I made it without getting sick--big yeah! Unfortunately, the utterly exhausted thing was crushing during and after. I tried hard to rest a bit when I could, but I did want to spend time with people.

The wedding was held on an island, which was gorgeous. Unfortunately, we stayed in a hotel on the mainland. Taking the ferry over each day tended to be as much activity as I needed. But then there was clambering up and down stairs and over rocky ground. I just barely made it. I did soldier on, but it took a lot out of me.

My sister had offered to get me a wheel chair, but I declined. I will use a wheelchair in an airport or at a convention, where there is a lot of walking, but generally, I'd really rather not. A wheelchair makes me feel a bit of a prisoner, plus being treated like a child. I'm sure those are not unique feelings. In any case, I don't think it would have helped much in Maine.

I ended up being so tired I couldn't even speak, so the time I got to spend with my daughter, sisters, nieces, etc., was kind of wasted. I was just in a stupor. I'm pretty disappointed, and not sure what I could have done differently. I used up every shred of leave I had.

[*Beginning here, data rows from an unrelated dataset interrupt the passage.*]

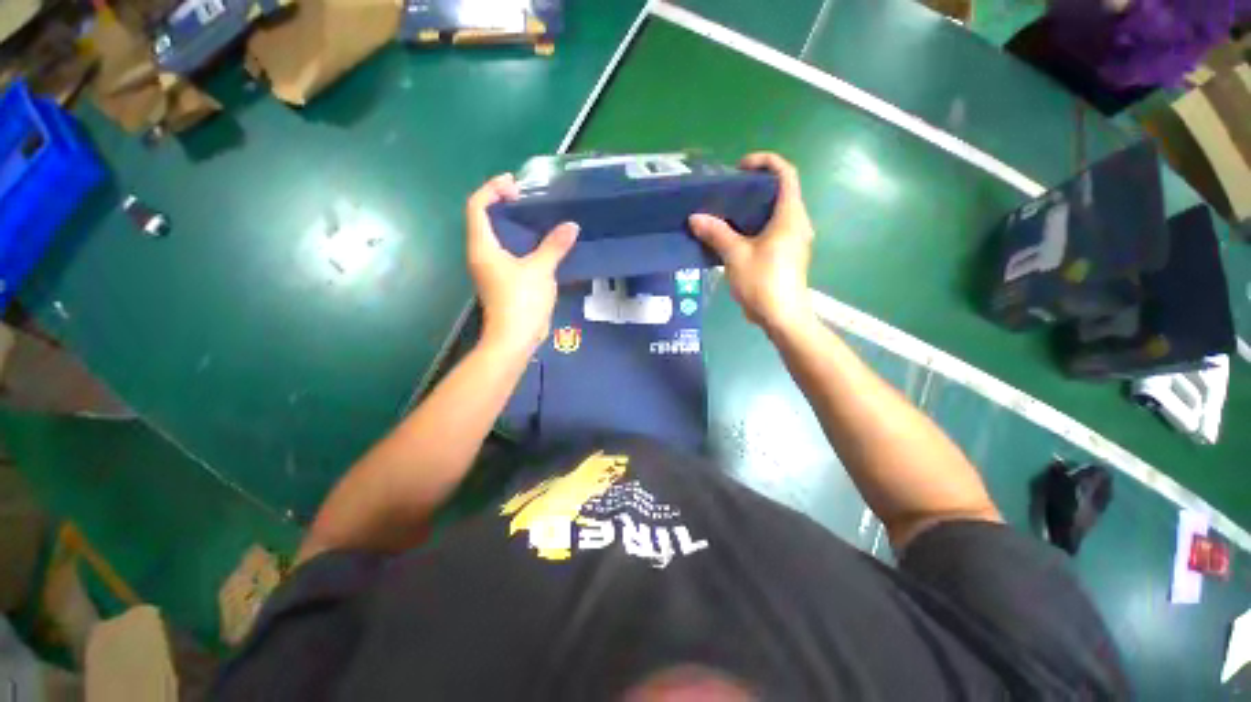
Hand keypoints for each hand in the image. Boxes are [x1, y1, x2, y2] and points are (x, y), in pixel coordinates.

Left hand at [466, 174, 579, 354]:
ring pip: (496, 237)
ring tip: (536, 217)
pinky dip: (519, 242)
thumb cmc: (522, 301)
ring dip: (512, 224)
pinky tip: (539, 244)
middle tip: (527, 198)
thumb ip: (554, 246)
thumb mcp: (540, 270)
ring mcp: (490, 269)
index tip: (515, 184)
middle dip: (502, 203)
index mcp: (482, 247)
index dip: (492, 188)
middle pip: (484, 219)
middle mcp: (481, 255)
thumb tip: (571, 226)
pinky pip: (506, 252)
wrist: (514, 338)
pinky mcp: (501, 281)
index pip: (476, 206)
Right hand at [688, 152, 814, 335]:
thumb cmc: (763, 282)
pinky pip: (772, 230)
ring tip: (725, 213)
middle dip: (754, 187)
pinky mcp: (787, 254)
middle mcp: (797, 223)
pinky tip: (733, 237)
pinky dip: (754, 226)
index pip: (785, 173)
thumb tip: (695, 217)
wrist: (782, 317)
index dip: (765, 162)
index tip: (740, 168)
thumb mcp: (736, 255)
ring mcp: (794, 240)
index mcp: (790, 215)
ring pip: (775, 213)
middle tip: (727, 192)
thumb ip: (716, 233)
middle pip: (780, 192)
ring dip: (752, 209)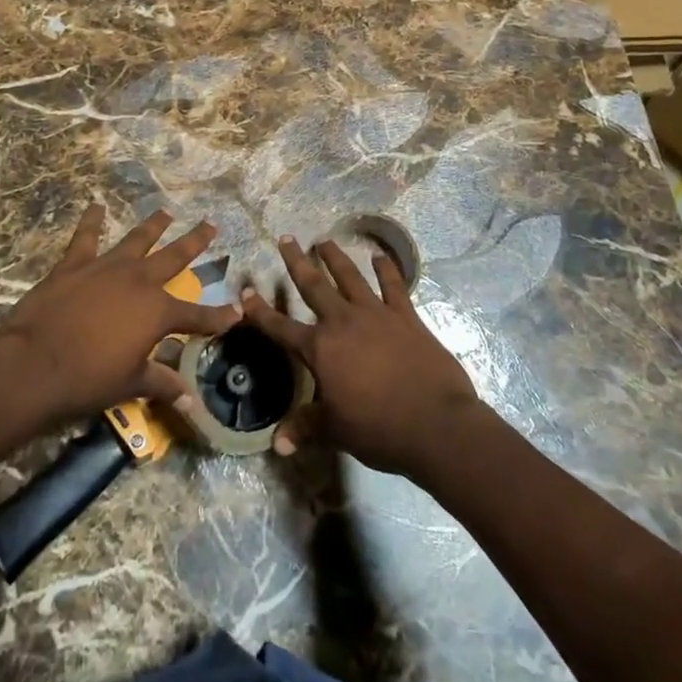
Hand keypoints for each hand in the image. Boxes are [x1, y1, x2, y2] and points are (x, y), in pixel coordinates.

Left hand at [0, 205, 241, 430]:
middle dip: (195, 242)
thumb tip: (189, 400)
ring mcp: (107, 267)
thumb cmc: (87, 380)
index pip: (197, 315)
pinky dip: (90, 221)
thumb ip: (161, 384)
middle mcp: (139, 281)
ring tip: (165, 212)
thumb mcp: (130, 384)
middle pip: (174, 257)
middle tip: (210, 224)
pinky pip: (86, 237)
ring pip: (137, 239)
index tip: (238, 311)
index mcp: (157, 312)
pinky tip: (94, 206)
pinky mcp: (75, 263)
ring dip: (153, 225)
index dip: (219, 315)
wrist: (35, 364)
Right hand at [242, 237, 483, 478]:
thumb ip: (306, 427)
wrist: (435, 423)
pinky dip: (387, 270)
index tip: (246, 290)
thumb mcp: (336, 431)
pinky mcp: (406, 316)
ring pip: (350, 277)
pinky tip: (380, 257)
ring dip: (336, 257)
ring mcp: (376, 314)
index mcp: (320, 349)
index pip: (281, 327)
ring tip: (324, 240)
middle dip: (297, 262)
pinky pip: (394, 286)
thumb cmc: (379, 429)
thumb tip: (278, 443)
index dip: (260, 311)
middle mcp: (343, 322)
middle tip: (286, 238)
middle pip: (314, 286)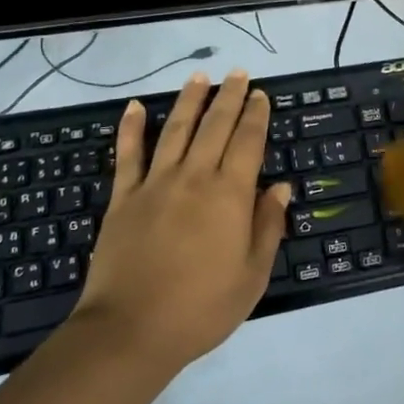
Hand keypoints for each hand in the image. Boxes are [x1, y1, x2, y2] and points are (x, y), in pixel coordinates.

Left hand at [72, 71, 289, 368]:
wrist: (131, 331)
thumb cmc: (201, 308)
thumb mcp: (251, 276)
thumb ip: (267, 227)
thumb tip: (280, 187)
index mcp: (229, 195)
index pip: (247, 142)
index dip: (255, 115)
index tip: (259, 94)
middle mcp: (194, 177)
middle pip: (214, 126)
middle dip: (228, 96)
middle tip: (237, 73)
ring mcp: (155, 184)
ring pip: (176, 129)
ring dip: (189, 100)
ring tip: (200, 77)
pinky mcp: (123, 197)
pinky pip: (128, 154)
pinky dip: (131, 128)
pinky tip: (136, 106)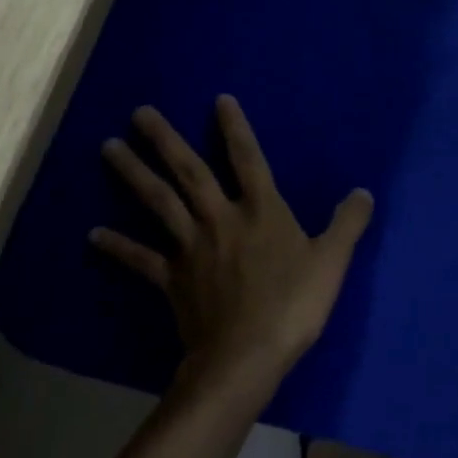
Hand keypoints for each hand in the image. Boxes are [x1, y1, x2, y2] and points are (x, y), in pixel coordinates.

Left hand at [92, 96, 373, 396]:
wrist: (246, 357)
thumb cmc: (293, 305)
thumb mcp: (332, 261)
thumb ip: (348, 223)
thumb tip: (364, 192)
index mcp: (261, 210)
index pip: (247, 158)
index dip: (235, 128)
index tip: (219, 100)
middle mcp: (221, 218)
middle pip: (189, 171)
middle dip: (164, 140)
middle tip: (139, 112)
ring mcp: (191, 247)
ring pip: (159, 203)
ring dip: (133, 174)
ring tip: (109, 148)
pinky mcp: (171, 279)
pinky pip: (141, 258)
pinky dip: (118, 246)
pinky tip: (93, 234)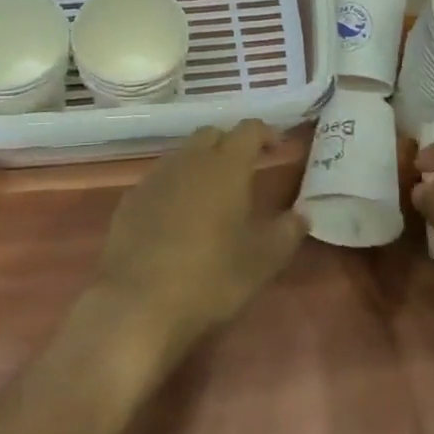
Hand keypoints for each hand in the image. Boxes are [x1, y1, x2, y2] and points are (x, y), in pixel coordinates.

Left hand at [94, 121, 307, 359]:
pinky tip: (177, 218)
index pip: (248, 130)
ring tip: (211, 195)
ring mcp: (156, 178)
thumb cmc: (211, 277)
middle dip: (230, 144)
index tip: (276, 147)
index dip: (265, 133)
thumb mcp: (263, 261)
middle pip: (212, 135)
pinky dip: (174, 188)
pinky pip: (159, 181)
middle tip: (244, 170)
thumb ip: (288, 231)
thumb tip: (302, 214)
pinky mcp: (131, 200)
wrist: (138, 304)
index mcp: (226, 166)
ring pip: (183, 156)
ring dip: (200, 165)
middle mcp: (190, 160)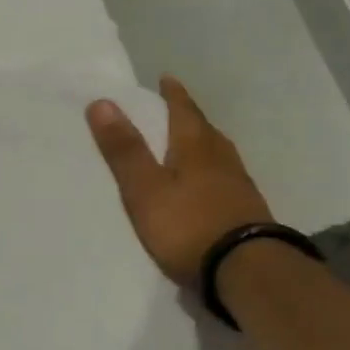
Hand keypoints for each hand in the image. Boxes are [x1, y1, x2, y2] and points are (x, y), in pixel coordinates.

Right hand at [85, 77, 274, 287]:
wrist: (246, 271)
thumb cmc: (188, 225)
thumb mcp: (145, 188)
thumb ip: (125, 150)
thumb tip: (103, 102)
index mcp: (196, 149)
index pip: (184, 112)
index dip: (173, 95)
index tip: (166, 78)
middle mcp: (222, 160)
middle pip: (205, 131)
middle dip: (189, 118)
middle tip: (175, 109)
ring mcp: (239, 187)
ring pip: (219, 155)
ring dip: (203, 144)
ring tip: (189, 145)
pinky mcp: (246, 212)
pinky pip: (225, 179)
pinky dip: (212, 173)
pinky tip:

Oh well. Are there fatigue management classes or anything? I guess I need to learn to make it clearer to people about what are reasonable expectations. Plus I have to learn to cope with lower expectations from myself. I'm sorry to vent all over you, but it has helped just to let some of it out here. My boyfriend says we should just have family come to us, because travel is so hard on me, and we live in such a beautiful place.

I hope you have recuperated from your travels. I'm both proud and terrified about starting another work week tomorrow.

Friday, August 10, 2007

unseemly

OK, back from vacation. Semi-successful, as I did not get sick during the trip. However, the jet lag is hitting me hard. Plus, I was kind of upset that I only got to see Em for about 6 hours. And the wedding wasn't much fun, but that's the part I feel unseemly about. I'm kind of opposed to weddings, philosophically. Which makes it hard to eat, drink and be merry. Not that I drink at all any more. And being merry seems like quite a stretch. I will ave to write ore when I a less tired. Right now, lying down is all I can think about.